The number of elevators operating on expired certificates in Maryland is growing monthly due to recent legislation, a workforce shortage and increasing lead times for inspections.
Officials from the Maryland Department of Labor Licensing
and Regulation outlined the problem during a recent legislative briefing.
The backlogs are due to legislation passed in the 2018
session of the Maryland General Assembly. That legislation called for phasing in
new testing protocols that require an elevator inspector be physically present
while mechanical crews perform the annual maintenance and test on each elevator.
This procedure, known as “witnessing,”requires about four to six hours
to complete. Prior to passage of the
bill, inspectors “verified” test results during a site visit that required
about two hours and could be independently scheduled.

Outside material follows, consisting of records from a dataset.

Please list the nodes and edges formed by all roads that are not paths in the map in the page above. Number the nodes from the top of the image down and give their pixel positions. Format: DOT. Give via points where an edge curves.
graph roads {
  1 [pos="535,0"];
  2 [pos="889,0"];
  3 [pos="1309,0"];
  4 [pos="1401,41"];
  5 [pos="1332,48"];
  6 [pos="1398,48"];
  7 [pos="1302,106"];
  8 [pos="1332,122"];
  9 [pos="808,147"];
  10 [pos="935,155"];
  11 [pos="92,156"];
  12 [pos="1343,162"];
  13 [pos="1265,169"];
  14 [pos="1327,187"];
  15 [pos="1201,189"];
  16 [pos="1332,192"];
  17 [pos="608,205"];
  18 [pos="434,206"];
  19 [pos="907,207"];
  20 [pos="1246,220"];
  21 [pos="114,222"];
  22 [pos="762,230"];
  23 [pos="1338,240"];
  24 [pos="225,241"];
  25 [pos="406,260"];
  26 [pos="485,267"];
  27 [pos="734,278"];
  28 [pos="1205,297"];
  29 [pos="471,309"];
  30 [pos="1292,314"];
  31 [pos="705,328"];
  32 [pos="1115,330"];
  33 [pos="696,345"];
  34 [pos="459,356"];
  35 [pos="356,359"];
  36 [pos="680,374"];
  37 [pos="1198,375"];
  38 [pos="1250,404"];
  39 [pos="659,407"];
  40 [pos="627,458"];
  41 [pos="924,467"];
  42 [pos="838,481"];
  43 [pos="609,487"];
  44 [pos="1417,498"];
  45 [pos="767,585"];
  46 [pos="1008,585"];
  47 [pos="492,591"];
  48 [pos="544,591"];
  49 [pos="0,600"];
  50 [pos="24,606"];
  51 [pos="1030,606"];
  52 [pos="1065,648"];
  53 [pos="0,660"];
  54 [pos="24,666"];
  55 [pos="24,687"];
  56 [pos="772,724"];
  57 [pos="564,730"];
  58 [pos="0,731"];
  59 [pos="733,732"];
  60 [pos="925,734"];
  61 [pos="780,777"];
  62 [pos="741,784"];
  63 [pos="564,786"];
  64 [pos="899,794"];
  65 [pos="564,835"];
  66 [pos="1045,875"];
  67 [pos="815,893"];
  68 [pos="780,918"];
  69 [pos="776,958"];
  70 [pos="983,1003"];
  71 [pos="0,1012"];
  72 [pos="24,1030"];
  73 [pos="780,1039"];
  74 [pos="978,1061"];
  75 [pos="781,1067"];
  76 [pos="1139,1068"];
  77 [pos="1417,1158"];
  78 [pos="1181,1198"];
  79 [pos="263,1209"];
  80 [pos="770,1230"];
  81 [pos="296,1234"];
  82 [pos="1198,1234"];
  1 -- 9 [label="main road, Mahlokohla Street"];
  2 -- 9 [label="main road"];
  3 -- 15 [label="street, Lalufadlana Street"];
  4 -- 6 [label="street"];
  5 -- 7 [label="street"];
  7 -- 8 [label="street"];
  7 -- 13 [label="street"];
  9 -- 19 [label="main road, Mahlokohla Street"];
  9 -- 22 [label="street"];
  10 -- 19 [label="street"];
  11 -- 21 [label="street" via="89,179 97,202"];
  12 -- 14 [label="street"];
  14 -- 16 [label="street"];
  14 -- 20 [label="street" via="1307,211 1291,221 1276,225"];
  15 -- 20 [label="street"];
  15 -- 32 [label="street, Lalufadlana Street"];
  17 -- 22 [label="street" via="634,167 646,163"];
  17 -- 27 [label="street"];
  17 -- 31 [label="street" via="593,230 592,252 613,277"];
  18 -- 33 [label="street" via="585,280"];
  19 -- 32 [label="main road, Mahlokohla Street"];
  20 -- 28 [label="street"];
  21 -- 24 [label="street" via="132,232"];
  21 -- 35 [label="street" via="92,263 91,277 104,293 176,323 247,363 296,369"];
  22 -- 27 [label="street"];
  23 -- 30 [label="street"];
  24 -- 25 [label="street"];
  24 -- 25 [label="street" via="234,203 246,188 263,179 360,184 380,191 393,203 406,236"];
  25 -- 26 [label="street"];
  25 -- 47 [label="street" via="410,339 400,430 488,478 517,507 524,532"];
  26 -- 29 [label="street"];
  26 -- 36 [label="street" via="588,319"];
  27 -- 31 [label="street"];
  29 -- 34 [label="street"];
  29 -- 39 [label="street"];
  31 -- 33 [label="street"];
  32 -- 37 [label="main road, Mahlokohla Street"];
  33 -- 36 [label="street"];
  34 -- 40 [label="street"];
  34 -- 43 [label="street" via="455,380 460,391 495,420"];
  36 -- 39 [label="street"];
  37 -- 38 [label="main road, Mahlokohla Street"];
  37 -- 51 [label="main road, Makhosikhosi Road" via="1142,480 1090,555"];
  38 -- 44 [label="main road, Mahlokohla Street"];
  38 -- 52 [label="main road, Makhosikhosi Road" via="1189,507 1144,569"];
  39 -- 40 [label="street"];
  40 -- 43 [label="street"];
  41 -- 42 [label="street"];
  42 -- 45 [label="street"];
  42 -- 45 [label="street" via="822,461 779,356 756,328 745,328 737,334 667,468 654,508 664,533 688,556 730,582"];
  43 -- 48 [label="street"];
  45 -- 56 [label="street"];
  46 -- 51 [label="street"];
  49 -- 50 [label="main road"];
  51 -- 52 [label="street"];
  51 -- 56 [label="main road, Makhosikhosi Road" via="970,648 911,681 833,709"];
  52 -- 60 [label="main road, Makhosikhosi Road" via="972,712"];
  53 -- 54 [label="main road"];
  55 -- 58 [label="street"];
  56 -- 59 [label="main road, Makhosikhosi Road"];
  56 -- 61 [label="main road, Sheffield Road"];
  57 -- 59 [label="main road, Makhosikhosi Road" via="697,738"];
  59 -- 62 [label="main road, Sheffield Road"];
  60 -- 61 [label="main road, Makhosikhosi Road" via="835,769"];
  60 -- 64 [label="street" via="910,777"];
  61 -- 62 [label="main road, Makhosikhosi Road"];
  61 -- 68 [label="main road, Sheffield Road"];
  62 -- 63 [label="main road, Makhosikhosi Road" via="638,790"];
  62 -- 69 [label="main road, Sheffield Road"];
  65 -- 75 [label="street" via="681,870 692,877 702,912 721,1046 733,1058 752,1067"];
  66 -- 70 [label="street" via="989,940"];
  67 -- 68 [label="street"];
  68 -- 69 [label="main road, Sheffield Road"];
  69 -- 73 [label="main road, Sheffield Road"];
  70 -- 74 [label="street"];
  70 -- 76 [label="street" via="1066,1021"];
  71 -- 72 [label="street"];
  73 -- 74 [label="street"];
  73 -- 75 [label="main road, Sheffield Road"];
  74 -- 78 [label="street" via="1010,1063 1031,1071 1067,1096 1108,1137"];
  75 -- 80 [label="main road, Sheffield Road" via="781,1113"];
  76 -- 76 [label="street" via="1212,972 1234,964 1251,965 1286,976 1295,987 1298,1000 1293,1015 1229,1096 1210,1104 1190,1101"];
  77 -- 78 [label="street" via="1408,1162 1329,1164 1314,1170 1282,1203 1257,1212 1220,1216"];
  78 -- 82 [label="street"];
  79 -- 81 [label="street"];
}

Between February 2018 and October 2019, the number of
publicly owned elevators with expired annual inspection certificates increased an
average of 25 per month. In October 2019, when the phase-in of the new “witnessing”
inspection procedures was applied, 139 public elevators failed to receive a
timely annual test and inspection. If that pace continues, 70 percent of
publicly owned elevators in Maryland will become overdue for inspection within
one year and there will be little prospect of catching up.
In October 2020, the “witnessing” law is scheduled to apply
to 17,000 privately owned elevators. The state estimates the added workload will
require up to 34 new full-time inspectors or 68 part-time inspectors. Because
it takes five years or more to become a third-party elevator inspector, there
is no realistic expectation the number of inspectors will increase sufficiently
in time to meet the deadline.
Work is underway in the 2020 session of the General Assembly
to delay the private elevator phase-in.